- Born: Carthage, New York
- Occupation: Director • Screenwriter • Editor • Author
- Website: claydumaw.com

= Clay Dumaw =

American film director

Clay Dumaw is an American film director, screenwriter, editor and author, best known for independent films.

He directed Get Out Alive (2012), Hold'em (2014) and Jack Wyatt and the Gun from Hell (2021). He also wrote Stay the Course: How I Began a Career in Film, a memoir about his early life and career.

== Early life ==
Clay was born in Carthage, New York. He studied Visual Communications at the Charles H. Bohlen Technical Center.

== Career ==
Clay began his career as an editor and visual effects artist, creating title sequences for independent productions.

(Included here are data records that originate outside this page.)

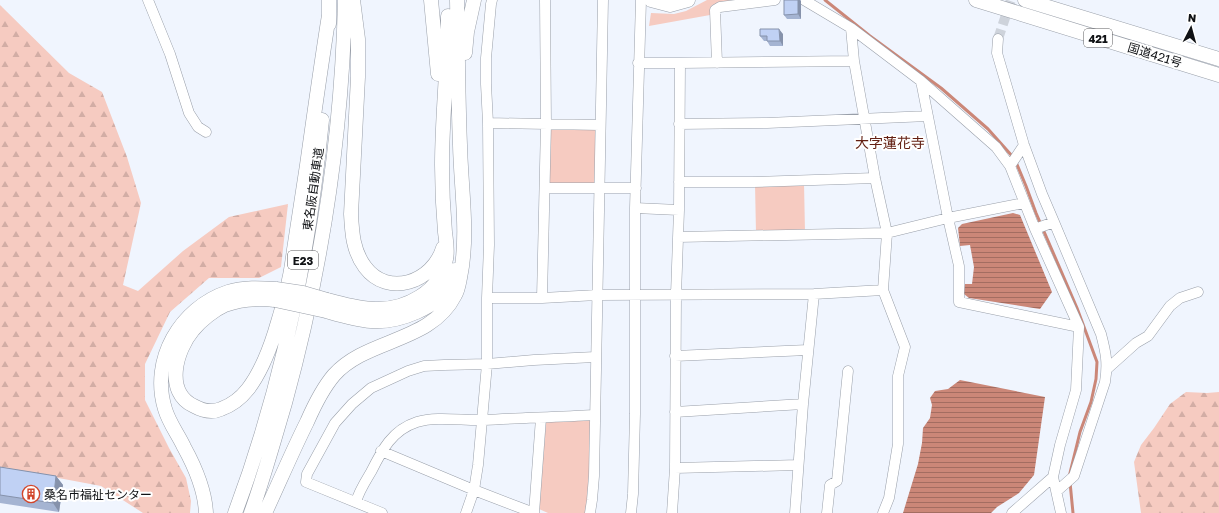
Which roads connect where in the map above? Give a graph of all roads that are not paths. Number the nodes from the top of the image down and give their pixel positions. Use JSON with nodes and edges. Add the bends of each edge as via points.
{"nodes":[{"id":1,"x":148,"y":0,"type":"edge"},
{"id":2,"x":330,"y":0,"type":"edge"},
{"id":3,"x":345,"y":0,"type":"edge"},
{"id":4,"x":353,"y":0,"type":"edge"},
{"id":5,"x":431,"y":0,"type":"edge"},
{"id":6,"x":447,"y":0,"type":"edge"},
{"id":7,"x":457,"y":0,"type":"edge"},
{"id":8,"x":474,"y":0,"type":"edge"},
{"id":9,"x":492,"y":0,"type":"edge"},
{"id":10,"x":545,"y":0,"type":"edge"},
{"id":11,"x":603,"y":0,"type":"edge"},
{"id":12,"x":641,"y":0,"type":"edge"},
{"id":13,"x":651,"y":0,"type":"edge"},
{"id":14,"x":688,"y":0,"type":"edge"},
{"id":15,"x":775,"y":0,"type":"edge"},
{"id":16,"x":804,"y":0,"type":"edge"},
{"id":17,"x":976,"y":0,"type":"edge"},
{"id":18,"x":1025,"y":0,"type":"edge"},
{"id":19,"x":329,"y":15,"type":"junction"},
{"id":20,"x":850,"y":28,"type":"junction"},
{"id":21,"x":998,"y":39,"type":"tunnel mouth"},
{"id":22,"x":1219,"y":59,"type":"edge"},
{"id":23,"x":854,"y":61,"type":"junction"},
{"id":24,"x":638,"y":63,"type":"junction"},
{"id":25,"x":680,"y":63,"type":"junction"},
{"id":26,"x":717,"y":63,"type":"junction"},
{"id":27,"x":1219,"y":75,"type":"edge"},
{"id":28,"x":921,"y":81,"type":"junction"},
{"id":29,"x":928,"y":116,"type":"junction"},
{"id":30,"x":866,"y":119,"type":"junction"},
{"id":31,"x":488,"y":123,"type":"junction"},
{"id":32,"x":546,"y":124,"type":"junction"},
{"id":33,"x":679,"y":124,"type":"junction"},
{"id":34,"x":600,"y":125,"type":"junction"},
{"id":35,"x":206,"y":132,"type":"dead end"},
{"id":36,"x":442,"y":142,"type":"junction"},
{"id":37,"x":460,"y":145,"type":"junction"},
{"id":38,"x":1024,"y":145,"type":"junction"},
{"id":39,"x":1010,"y":166,"type":"junction"},
{"id":40,"x":875,"y":178,"type":"junction"},
{"id":41,"x":679,"y":182,"type":"junction"},
{"id":42,"x":599,"y":187,"type":"junction"},
{"id":43,"x":544,"y":188,"type":"junction"},
{"id":44,"x":636,"y":188,"type":"junction"},
{"id":45,"x":1024,"y":203,"type":"junction"},
{"id":46,"x":635,"y":208,"type":"junction"},
{"id":47,"x":679,"y":210,"type":"junction"},
{"id":48,"x":948,"y":218,"type":"junction"},
{"id":49,"x":1054,"y":222,"type":"junction"},
{"id":50,"x":1035,"y":229,"type":"junction"},
{"id":51,"x":887,"y":232,"type":"junction"},
{"id":52,"x":445,"y":233,"type":"junction"},
{"id":53,"x":678,"y":237,"type":"junction"},
{"id":54,"x":464,"y":244,"type":"junction"},
{"id":55,"x":883,"y":290,"type":"junction"},
{"id":56,"x":1198,"y":292,"type":"dead end"},
{"id":57,"x":276,"y":294,"type":"junction"},
{"id":58,"x":814,"y":294,"type":"junction"},
{"id":59,"x":597,"y":295,"type":"junction"},
{"id":60,"x":635,"y":295,"type":"junction"},
{"id":61,"x":676,"y":295,"type":"junction"},
{"id":62,"x":487,"y":298,"type":"junction"},
{"id":63,"x":542,"y":298,"type":"junction"},
{"id":64,"x":326,"y":306,"type":"junction"},
{"id":65,"x":1079,"y":327,"type":"junction"},
{"id":66,"x":808,"y":350,"type":"junction"},
{"id":67,"x":675,"y":356,"type":"junction"},
{"id":68,"x":595,"y":357,"type":"junction"},
{"id":69,"x":487,"y":364,"type":"junction"},
{"id":70,"x":1107,"y":369,"type":"junction"},
{"id":71,"x":848,"y":371,"type":"dead end"},
{"id":72,"x":803,"y":404,"type":"junction"},
{"id":73,"x":675,"y":412,"type":"junction"},
{"id":74,"x":594,"y":415,"type":"junction"},
{"id":75,"x":541,"y":418,"type":"junction"},
{"id":76,"x":482,"y":420,"type":"junction"},
{"id":77,"x":381,"y":451,"type":"junction"},
{"id":78,"x":798,"y":465,"type":"junction"},
{"id":79,"x":675,"y":468,"type":"junction"},
{"id":80,"x":1053,"y":477,"type":"junction"},
{"id":81,"x":474,"y":490,"type":"junction"},
{"id":82,"x":1057,"y":491,"type":"junction"},
{"id":83,"x":356,"y":502,"type":"junction"},
{"id":84,"x":206,"y":513,"type":"edge"},
{"id":85,"x":235,"y":513,"type":"edge"},
{"id":86,"x":250,"y":513,"type":"edge"},
{"id":87,"x":265,"y":513,"type":"edge"},
{"id":88,"x":382,"y":513,"type":"edge"},
{"id":89,"x":466,"y":513,"type":"edge"},
{"id":90,"x":534,"y":513,"type":"edge"},
{"id":91,"x":590,"y":513,"type":"edge"},
{"id":92,"x":631,"y":513,"type":"edge"},
{"id":93,"x":672,"y":513,"type":"edge"},
{"id":94,"x":795,"y":513,"type":"edge"},
{"id":95,"x":827,"y":513,"type":"edge"},
{"id":96,"x":883,"y":513,"type":"edge"},
{"id":97,"x":1012,"y":513,"type":"edge"},
{"id":98,"x":1061,"y":513,"type":"edge"}],
"edges":[{"from":1,"to":35,"type":"street","via":[[170,54],[189,113],[198,127]]},
{"from":2,"to":19,"type":"highway","name":"東名阪自動車道","number":"E23"},
{"from":3,"to":86,"type":"highway","name":"東名阪自動車道","number":"E23","via":[[342,76],[326,216],[292,376]]},
{"from":4,"to":52,"type":"highway","via":[[358,39],[358,77],[351,214],[352,235],[358,255],[368,270],[378,278],[385,282],[403,284],[420,278],[436,263],[441,254]]},
{"from":5,"to":36,"type":"highway"},
{"from":6,"to":36,"type":"highway","via":[[448,33]]},
{"from":7,"to":37,"type":"highway"},
{"from":8,"to":37,"type":"highway","via":[[465,48]]},
{"from":9,"to":31,"type":"street","via":[[486,58]]},
{"from":10,"to":32,"type":"street"},
{"from":11,"to":34,"type":"street"},
{"from":12,"to":24,"type":"street"},
{"from":13,"to":14,"type":"highway","via":[[670,5]]},
{"from":15,"to":26,"type":"street","via":[[720,7],[716,10]]},
{"from":16,"to":20,"type":"street"},
{"from":17,"to":27,"type":"highway","name":"国道421号","number":"421"},
{"from":18,"to":22,"type":"highway","name":"国道421号","number":"421"},
{"from":19,"to":57,"type":"highway","via":[[289,280],[270,346],[255,379],[239,399],[216,411],[203,410],[189,404],[181,396],[175,373],[180,351],[192,330],[224,306],[236,301]]},
{"from":19,"to":85,"type":"highway","name":"東名阪自動車道","number":"E23","via":[[320,143],[302,268],[261,437]]},
{"from":20,"to":23,"type":"street"},
{"from":20,"to":28,"type":"street"},
{"from":21,"to":38,"type":"street","via":[[997,53]]},
{"from":23,"to":26,"type":"street"},
{"from":23,"to":30,"type":"street"},
{"from":24,"to":25,"type":"street"},
{"from":24,"to":44,"type":"street"},
{"from":25,"to":26,"type":"street"},
{"from":25,"to":33,"type":"street"},
{"from":28,"to":29,"type":"street"},
{"from":28,"to":39,"type":"street","via":[[996,147]]},
{"from":29,"to":30,"type":"street"},
{"from":29,"to":48,"type":"street"},
{"from":30,"to":33,"type":"street"},
{"from":30,"to":40,"type":"street"},
{"from":31,"to":32,"type":"street"},
{"from":31,"to":62,"type":"street"},
{"from":32,"to":34,"type":"street"},
{"from":32,"to":43,"type":"street"},
{"from":33,"to":41,"type":"street"},
{"from":34,"to":42,"type":"street"},
{"from":36,"to":52,"type":"highway"},
{"from":37,"to":54,"type":"highway"},
{"from":38,"to":39,"type":"street"},
{"from":38,"to":49,"type":"street"},
{"from":39,"to":45,"type":"street"},
{"from":40,"to":41,"type":"street"},
{"from":40,"to":51,"type":"street"},
{"from":41,"to":47,"type":"street"},
{"from":42,"to":43,"type":"street"},
{"from":42,"to":44,"type":"street"},
{"from":42,"to":59,"type":"street"},
{"from":43,"to":63,"type":"street"},
{"from":44,"to":46,"type":"street"},
{"from":45,"to":48,"type":"street"},
{"from":45,"to":50,"type":"street"},
{"from":46,"to":47,"type":"street"},
{"from":46,"to":60,"type":"street"},
{"from":47,"to":53,"type":"street"},
{"from":48,"to":51,"type":"street"},
{"from":48,"to":65,"type":"street","via":[[959,266],[960,302]]},
{"from":49,"to":50,"type":"street"},
{"from":49,"to":70,"type":"street","via":[[1101,334]]},
{"from":50,"to":65,"type":"street"},
{"from":51,"to":53,"type":"street"},
{"from":51,"to":55,"type":"street"},
{"from":52,"to":64,"type":"highway","via":[[447,254],[443,270],[423,295],[387,309]]},
{"from":53,"to":61,"type":"street"},
{"from":54,"to":64,"type":"highway","via":[[451,283],[436,299],[418,311],[398,319],[370,321],[339,315]]},
{"from":54,"to":87,"type":"highway","via":[[456,294],[448,307],[430,324],[361,354],[334,375],[318,398]]},
{"from":55,"to":58,"type":"street"},
{"from":55,"to":96,"type":"street","via":[[905,348],[898,376],[898,444]]},
{"from":56,"to":70,"type":"street","via":[[1180,298],[1170,306],[1148,336],[1136,343]]},
{"from":57,"to":64,"type":"highway","bridge":true},
{"from":57,"to":84,"type":"highway","via":[[253,287],[228,292],[205,303],[177,330],[166,353],[162,381],[165,408],[199,479]]},
{"from":58,"to":61,"type":"street"},
{"from":58,"to":66,"type":"street"},
{"from":59,"to":60,"type":"street"},
{"from":59,"to":63,"type":"street"},
{"from":59,"to":68,"type":"street"},
{"from":60,"to":61,"type":"street"},
{"from":60,"to":92,"type":"street","via":[[635,414]]},
{"from":61,"to":67,"type":"street"},
{"from":62,"to":63,"type":"street"},
{"from":62,"to":69,"type":"street"},
{"from":65,"to":80,"type":"street","via":[[1076,390]]},
{"from":66,"to":67,"type":"street"},
{"from":66,"to":72,"type":"street"},
{"from":67,"to":73,"type":"street"},
{"from":68,"to":69,"type":"street"},
{"from":68,"to":74,"type":"street"},
{"from":69,"to":76,"type":"street"},
{"from":69,"to":83,"type":"street","via":[[424,366],[408,371],[371,388],[341,415],[306,474],[306,482]]},
{"from":70,"to":82,"type":"street","via":[[1074,476]]},
{"from":71,"to":95,"type":"street","via":[[837,481],[830,485]]},
{"from":72,"to":73,"type":"street"},
{"from":72,"to":78,"type":"street"},
{"from":73,"to":79,"type":"street"},
{"from":74,"to":75,"type":"street"},
{"from":74,"to":91,"type":"street","via":[[594,476]]},
{"from":75,"to":76,"type":"street"},
{"from":75,"to":90,"type":"street"},
{"from":76,"to":77,"type":"street","via":[[441,419],[418,422],[400,431]]},
{"from":76,"to":81,"type":"street"},
{"from":77,"to":81,"type":"street"},
{"from":77,"to":83,"type":"street"},
{"from":78,"to":79,"type":"street"},
{"from":78,"to":94,"type":"street"},
{"from":79,"to":93,"type":"street"},
{"from":80,"to":82,"type":"street"},
{"from":80,"to":97,"type":"street"},
{"from":81,"to":89,"type":"street"},
{"from":81,"to":90,"type":"street"},
{"from":82,"to":98,"type":"street"},
{"from":83,"to":88,"type":"street"}]}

He wrote and directed two feature films, Get Out Alive (2012) and Hold'em (2014), which earned official selections at the Snowtown International Film Festival and the Buffalo International Film Festival. He later worked on national ads for Honda, Toyota, Ford, United States Olympic & Paralympic Committee, Professional Bull Riders, United States Anti-Doping Agency, Pikes Peak International Hill Climb and Space Force.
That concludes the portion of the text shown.